Читать «Операция «Примула»» онлайн - страница 320
Буало-Нарсежак
— Хотите, я поищу что-нибудь другое?
— Я буду откровенен с вами, мсье Прадье. Более всего мне хочется, чтобы вы оставили меня в покое. И если мне захочется пить, я буду пить. Захочется играть в покер — буду играть в покер. Хочу, чтобы за мной, наконец, никто не следил!
Он несколько раз с силой ударил кулаком по подушке.
— Осточертело все, осточертело… и сам я себе надоел, и вы мне надоели, и это идиотское ремесло. Дали бы наконец хоть сдохнуть спокойно.
Он повернулся ко мне спиной. Обиженный и страшно обеспокоенный, я бесшумно удалился. Уже выйдя на лестницу, я услыхал, что за мной кто-то бежит. Это был он. Он схватил меня за руку.
— Мсье Прадье… Прошу вас… Извините меня… Тоска напала. Не стоит обращать внимания. Вернитесь.
Он чуть ли не силой втащил меня обратно в комнату.
— Иногда теряешь голову. Как подумаю, что я был всеми уважаемым врачом!.. Мне следовало остаться в Клермон-Ферране. В конце-то концов, что со мной могло случиться?
— Вас могли расстрелять.
— Неужели!.. Впрочем, возможно, вы и правы. Что стало с моими друзьями… из клуба?
— Бертуана казнили. Других приговорили к тяжкому наказанию.

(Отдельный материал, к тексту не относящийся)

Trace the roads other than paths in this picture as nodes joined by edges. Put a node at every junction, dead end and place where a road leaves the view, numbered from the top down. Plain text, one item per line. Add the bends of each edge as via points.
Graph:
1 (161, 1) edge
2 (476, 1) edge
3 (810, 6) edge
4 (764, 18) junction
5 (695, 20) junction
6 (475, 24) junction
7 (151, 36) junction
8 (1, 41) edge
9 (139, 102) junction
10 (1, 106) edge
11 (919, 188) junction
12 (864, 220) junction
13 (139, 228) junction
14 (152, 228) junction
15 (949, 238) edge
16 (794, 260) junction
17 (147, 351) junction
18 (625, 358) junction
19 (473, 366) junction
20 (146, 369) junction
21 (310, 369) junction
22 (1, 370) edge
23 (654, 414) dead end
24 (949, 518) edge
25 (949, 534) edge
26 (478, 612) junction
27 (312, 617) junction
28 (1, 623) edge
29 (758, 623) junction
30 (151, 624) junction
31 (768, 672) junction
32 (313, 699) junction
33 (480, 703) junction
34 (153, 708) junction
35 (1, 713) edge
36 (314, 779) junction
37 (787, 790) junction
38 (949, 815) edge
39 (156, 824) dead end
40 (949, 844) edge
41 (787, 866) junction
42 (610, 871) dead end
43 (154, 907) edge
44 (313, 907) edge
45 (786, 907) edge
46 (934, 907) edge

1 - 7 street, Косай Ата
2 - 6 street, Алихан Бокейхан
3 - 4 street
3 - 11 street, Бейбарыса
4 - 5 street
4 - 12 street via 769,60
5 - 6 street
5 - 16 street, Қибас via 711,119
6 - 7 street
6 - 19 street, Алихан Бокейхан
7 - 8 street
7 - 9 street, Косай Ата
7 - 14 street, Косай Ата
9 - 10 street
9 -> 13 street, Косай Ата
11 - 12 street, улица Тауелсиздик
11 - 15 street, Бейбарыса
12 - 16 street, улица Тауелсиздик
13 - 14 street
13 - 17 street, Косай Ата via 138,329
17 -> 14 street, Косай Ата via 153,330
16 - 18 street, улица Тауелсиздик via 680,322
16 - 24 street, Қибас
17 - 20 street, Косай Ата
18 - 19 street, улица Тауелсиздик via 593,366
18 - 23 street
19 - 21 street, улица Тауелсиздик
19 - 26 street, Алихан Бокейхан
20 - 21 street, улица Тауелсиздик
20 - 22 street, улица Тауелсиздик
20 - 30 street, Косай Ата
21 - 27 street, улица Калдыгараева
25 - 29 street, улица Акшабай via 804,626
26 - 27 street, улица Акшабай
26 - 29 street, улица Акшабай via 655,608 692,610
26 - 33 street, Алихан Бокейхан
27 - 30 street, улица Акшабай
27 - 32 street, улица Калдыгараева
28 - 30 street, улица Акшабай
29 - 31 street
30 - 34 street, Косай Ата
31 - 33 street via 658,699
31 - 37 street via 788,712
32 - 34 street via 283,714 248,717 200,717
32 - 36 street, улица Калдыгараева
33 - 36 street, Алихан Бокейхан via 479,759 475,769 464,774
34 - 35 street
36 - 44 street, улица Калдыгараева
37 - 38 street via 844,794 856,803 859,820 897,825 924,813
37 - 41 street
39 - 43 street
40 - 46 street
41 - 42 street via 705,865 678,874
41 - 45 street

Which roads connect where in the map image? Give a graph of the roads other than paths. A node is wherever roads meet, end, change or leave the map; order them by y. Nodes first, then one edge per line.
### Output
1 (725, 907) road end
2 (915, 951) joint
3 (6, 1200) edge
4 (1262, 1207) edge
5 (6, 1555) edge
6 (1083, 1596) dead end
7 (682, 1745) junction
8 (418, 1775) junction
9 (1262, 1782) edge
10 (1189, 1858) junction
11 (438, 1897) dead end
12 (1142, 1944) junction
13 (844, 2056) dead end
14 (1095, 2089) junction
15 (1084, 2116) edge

— А Арманда? — спросил он.
Вопрос застал меня врасплох. Сказать ему правду не представлялось возможным. Он был не в состоянии спокойно выслушать ее. Мы бы сцепились, я это чувствовал.
— Мадам де Шатлю?.. Честное слово… Я точно не знаю. Я так давно не был в Клермон-Ферране.
— Впрочем, какое мне дело? — сказал он. — А вы, мсье Прадье? Я даже не спросил вас, женаты ли вы и есть ли у вас дети?
Он прошелся по комнате, сунув руки в карманы и опустив голову.
— Я думал только о себе, — продолжал он. — Я сам себе противен. Но что я могу поделать? Кому я нужен? А?
Он остановился передо мной.
— Знаете, какая мысль не дает мне покоя?.. Я мог бы стать знахарем. Законом это не запрещено. Кое-кого я смогу подлечить. Диагноз поставить я сумею, это, в общем-то, не забывается. Взять хотя бы вас, к примеру. Да у вас на лице написаны все признаки острой депрессии. А вы, конечно, никогда не обращались к врачу.
— У меня нет времени.
— Моя идея вам кажется нелепой?
— А почему вы не осуществили ее в Рио?
— Потому что там на каждом углу колдуны, маги и знахари.
— Давайте говорить серьезно, — сказал я, встав и положив руки ему на плечи. — От работы, предполагающей многочисленную клиентуру, придется отказаться раз и навсегда. Стоит ли еще раз объяснять, почему?
— Вас смущает мое лицо? Но лицо можно изменить. Для этого существуют хирурги.
— И вы сами за это заплатите? Хочу вас сразу предупредить: я не богач, а расходы у меня огромные. Да и потом, кто, кроме проходимцев, станет перекраивать свое лицо. Будет вам, Плео! Какого черта, в самом деле, держитесь!
Еще несколько минут я пытался успокаивать его пустыми словами. А сам все отчетливее понимал, что оба мы зашли в тупик. И все-таки, когда я уходил, он немного повеселел. Я же чувствовал себя совсем опустошенным, словно отдал ему все свои силы, всю энергию. Я даже подумал было сказать Арманде правду. Помнится, я остановился в каком-то кафе, пытаясь подвести некоторый итог, определить размеры надвигающейся катастрофы: а) Арманда устроит шумный бракоразводный процесс, б) из партии меня с треском выгонят, в) начнется расследование моей деятельности во время Сопротивления, г) Плео арестуют и будут судить — это неизбежно, — да и меня в покое не оставят, д) я не только потеряю депутатский мандат, мало того, — меня исключат из всех ассоциаций, в которые я вхожу. Даже место учителя найти будет нелегко. Я рисую тебе эту картину, чтобы ты понял, в какое ужасное положение я попал. И мне хочется верить, что в тот момент, когда ты будешь читать эти строки, ты не отвернешься от меня, возмущенный обманом, который я будто бы совершил. Ведь если я сумел правильно все объяснить, то ты понял, что это вовсе не было обманом. Еще менее того — двурушничеством. Это… не знаю, как лучше сказать… Это была маска, которая в силу сложившихся обстоятельств оказалась у меня на лице, а сейчас те же самые обстоятельства заставляют меня срывать ее вместе с кожей, мясом, нервами, вместе со всем, что еще так недавно являло собой образ честного человека.